● **Exercise**: Output only how many lines below contain "highway".

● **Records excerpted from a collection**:
===============

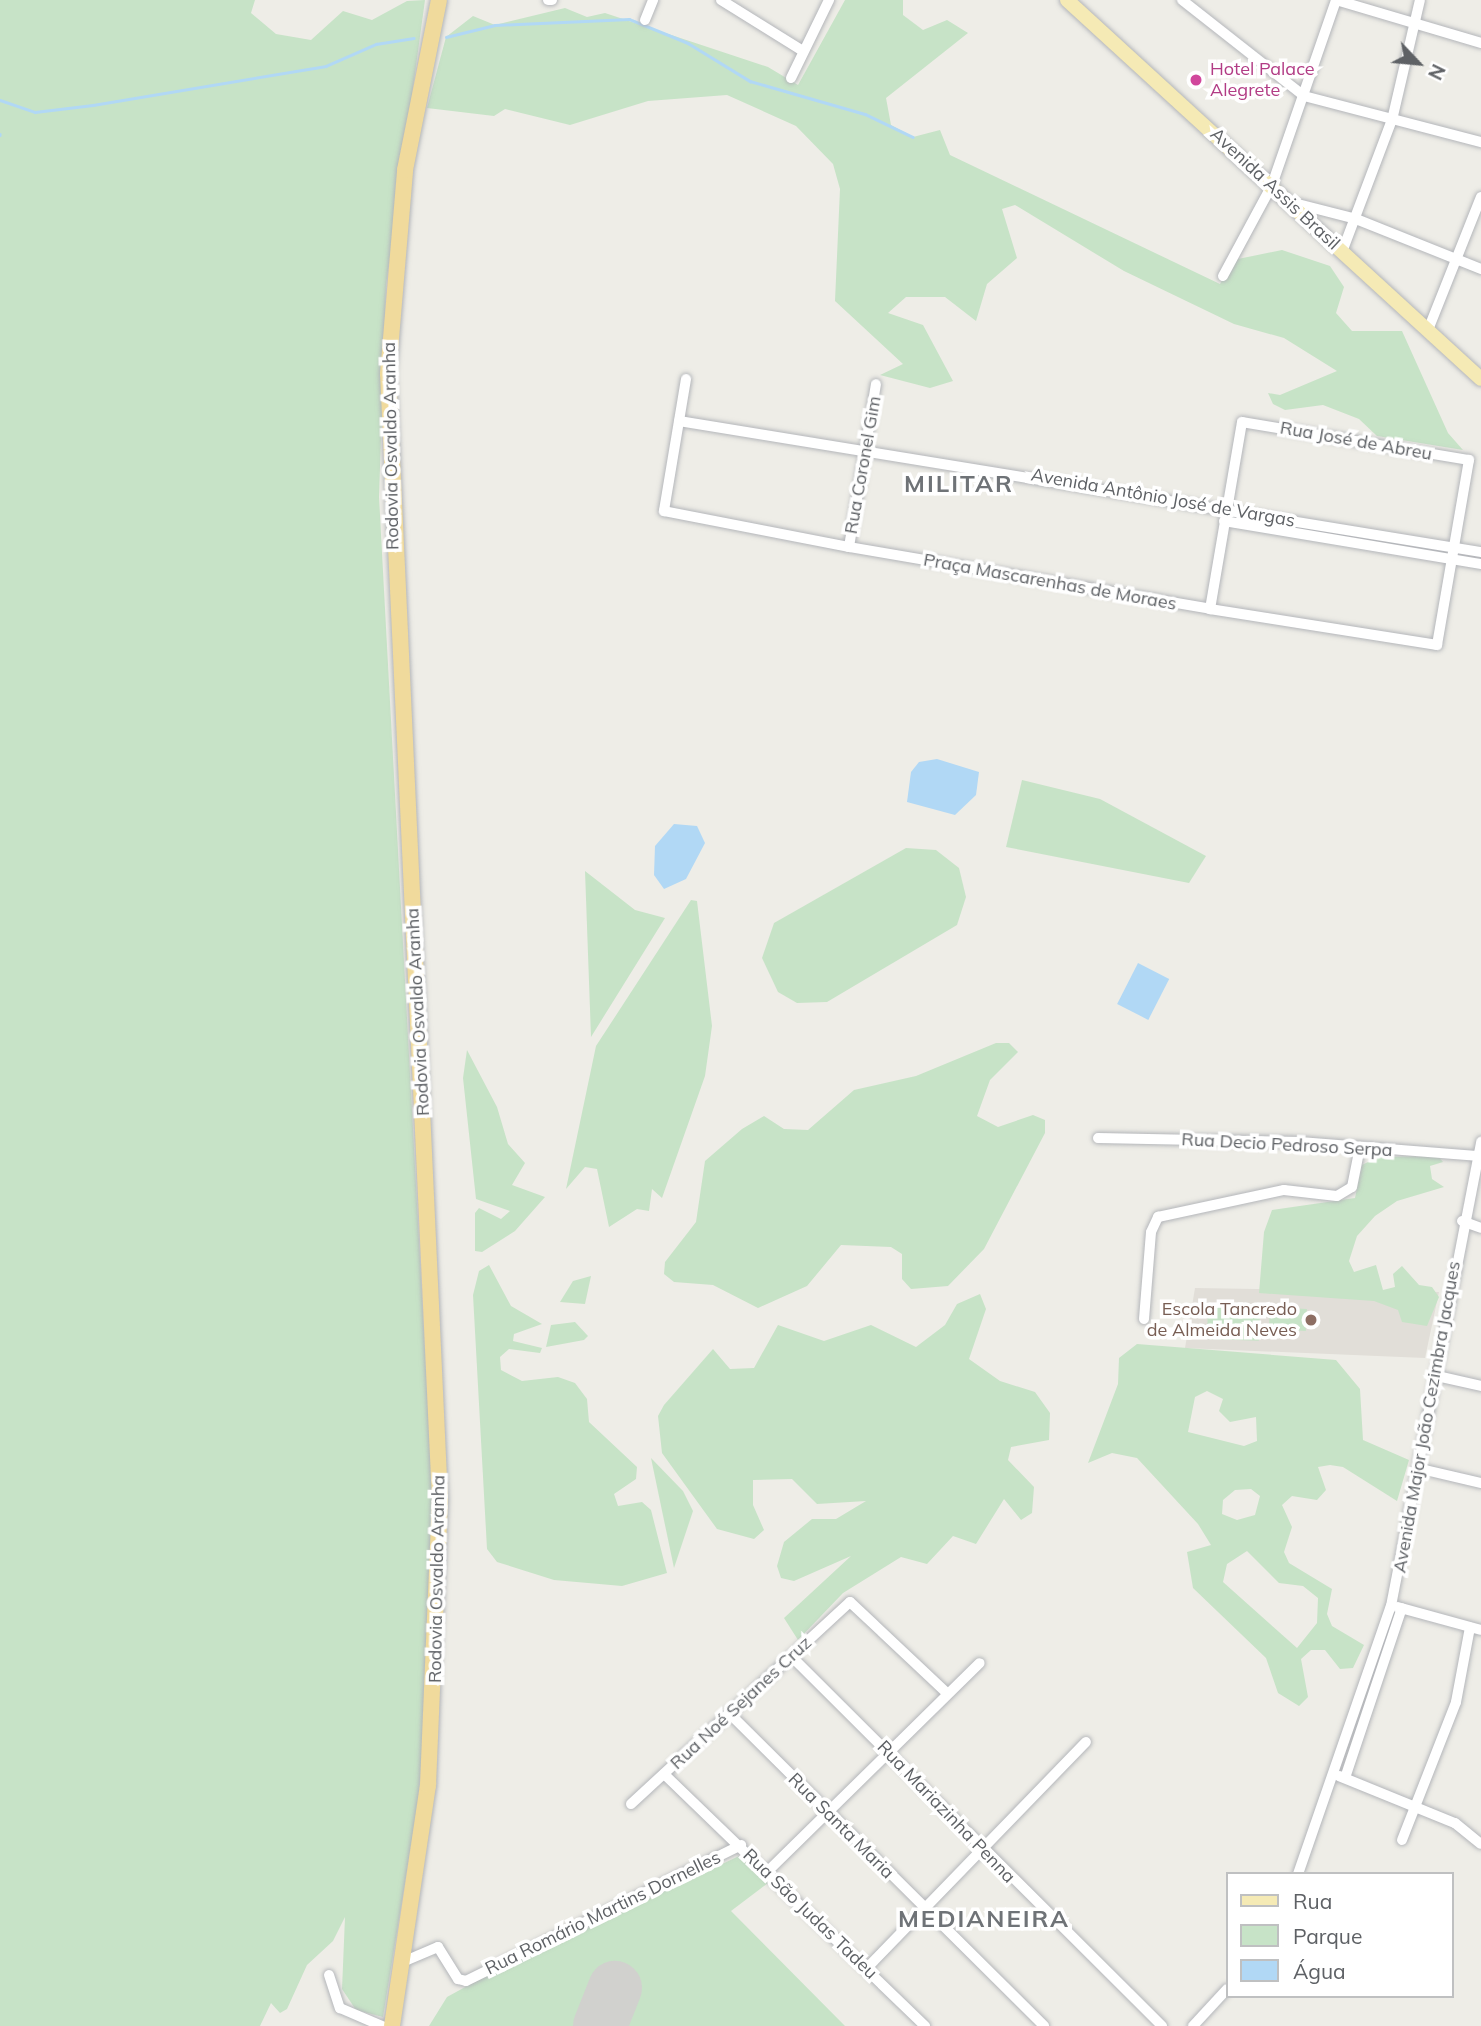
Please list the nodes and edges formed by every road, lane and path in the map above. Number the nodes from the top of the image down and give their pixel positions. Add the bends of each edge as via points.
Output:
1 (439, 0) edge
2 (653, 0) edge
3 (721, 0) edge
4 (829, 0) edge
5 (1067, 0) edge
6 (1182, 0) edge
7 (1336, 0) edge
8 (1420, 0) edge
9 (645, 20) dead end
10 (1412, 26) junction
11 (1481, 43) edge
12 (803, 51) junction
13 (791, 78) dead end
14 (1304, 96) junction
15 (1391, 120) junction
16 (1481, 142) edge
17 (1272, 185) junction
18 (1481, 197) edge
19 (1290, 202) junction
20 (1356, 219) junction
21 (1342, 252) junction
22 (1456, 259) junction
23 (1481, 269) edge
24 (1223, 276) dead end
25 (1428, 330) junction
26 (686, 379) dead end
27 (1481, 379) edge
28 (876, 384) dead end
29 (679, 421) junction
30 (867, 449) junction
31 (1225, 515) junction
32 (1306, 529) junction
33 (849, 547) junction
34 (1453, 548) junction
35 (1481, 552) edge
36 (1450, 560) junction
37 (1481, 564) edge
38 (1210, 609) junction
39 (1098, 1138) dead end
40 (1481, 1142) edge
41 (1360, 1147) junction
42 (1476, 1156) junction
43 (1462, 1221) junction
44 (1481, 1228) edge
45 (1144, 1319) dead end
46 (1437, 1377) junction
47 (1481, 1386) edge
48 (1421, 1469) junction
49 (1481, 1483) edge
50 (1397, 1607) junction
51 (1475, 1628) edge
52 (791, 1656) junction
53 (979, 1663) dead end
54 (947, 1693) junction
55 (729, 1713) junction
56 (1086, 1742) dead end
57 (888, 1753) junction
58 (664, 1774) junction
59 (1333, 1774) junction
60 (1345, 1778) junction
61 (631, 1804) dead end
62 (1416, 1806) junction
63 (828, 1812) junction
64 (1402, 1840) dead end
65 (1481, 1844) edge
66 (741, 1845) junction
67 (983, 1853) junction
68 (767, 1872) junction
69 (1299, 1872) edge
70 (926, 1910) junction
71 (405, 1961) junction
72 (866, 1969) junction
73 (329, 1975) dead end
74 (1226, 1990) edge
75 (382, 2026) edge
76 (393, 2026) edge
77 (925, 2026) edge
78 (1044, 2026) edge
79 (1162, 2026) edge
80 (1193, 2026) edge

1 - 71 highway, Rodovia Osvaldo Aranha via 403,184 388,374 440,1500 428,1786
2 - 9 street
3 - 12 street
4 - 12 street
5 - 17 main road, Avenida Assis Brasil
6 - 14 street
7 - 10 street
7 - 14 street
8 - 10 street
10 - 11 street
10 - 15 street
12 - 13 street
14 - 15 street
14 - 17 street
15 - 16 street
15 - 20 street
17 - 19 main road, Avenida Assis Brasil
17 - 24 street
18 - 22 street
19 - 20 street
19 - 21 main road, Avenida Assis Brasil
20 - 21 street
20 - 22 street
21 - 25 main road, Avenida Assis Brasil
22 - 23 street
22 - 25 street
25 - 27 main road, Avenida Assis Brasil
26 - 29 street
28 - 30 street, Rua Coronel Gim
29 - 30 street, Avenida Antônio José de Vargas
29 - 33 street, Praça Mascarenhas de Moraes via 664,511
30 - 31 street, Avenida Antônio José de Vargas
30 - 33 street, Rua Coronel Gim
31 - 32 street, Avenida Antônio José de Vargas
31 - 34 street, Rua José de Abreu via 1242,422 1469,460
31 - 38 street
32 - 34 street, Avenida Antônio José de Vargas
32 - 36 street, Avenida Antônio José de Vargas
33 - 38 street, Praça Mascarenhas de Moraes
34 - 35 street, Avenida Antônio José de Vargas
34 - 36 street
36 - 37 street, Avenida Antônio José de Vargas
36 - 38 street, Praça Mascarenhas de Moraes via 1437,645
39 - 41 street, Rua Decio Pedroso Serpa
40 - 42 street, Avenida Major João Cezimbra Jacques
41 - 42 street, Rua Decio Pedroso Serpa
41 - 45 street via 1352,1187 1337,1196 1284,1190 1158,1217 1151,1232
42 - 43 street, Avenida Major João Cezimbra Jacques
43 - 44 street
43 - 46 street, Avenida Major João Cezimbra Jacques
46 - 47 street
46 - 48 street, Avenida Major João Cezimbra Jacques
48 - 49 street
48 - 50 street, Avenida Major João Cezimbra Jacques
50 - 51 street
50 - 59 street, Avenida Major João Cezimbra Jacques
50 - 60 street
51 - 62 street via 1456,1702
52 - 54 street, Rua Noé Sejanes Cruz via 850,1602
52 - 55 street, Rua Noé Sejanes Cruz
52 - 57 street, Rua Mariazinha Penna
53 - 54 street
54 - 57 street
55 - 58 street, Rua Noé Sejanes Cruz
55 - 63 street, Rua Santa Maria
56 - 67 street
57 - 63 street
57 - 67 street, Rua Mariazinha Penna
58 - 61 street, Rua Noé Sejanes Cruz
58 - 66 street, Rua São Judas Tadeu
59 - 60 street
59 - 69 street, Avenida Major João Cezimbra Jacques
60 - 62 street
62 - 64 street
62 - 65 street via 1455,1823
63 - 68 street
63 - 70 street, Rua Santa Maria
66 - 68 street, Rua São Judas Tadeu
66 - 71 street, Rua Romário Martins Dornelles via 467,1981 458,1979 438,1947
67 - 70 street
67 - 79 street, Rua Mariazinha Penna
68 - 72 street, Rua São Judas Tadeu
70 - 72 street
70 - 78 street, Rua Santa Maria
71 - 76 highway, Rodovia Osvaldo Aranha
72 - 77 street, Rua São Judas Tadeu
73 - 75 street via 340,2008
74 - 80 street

===============

● **The completed task**: 2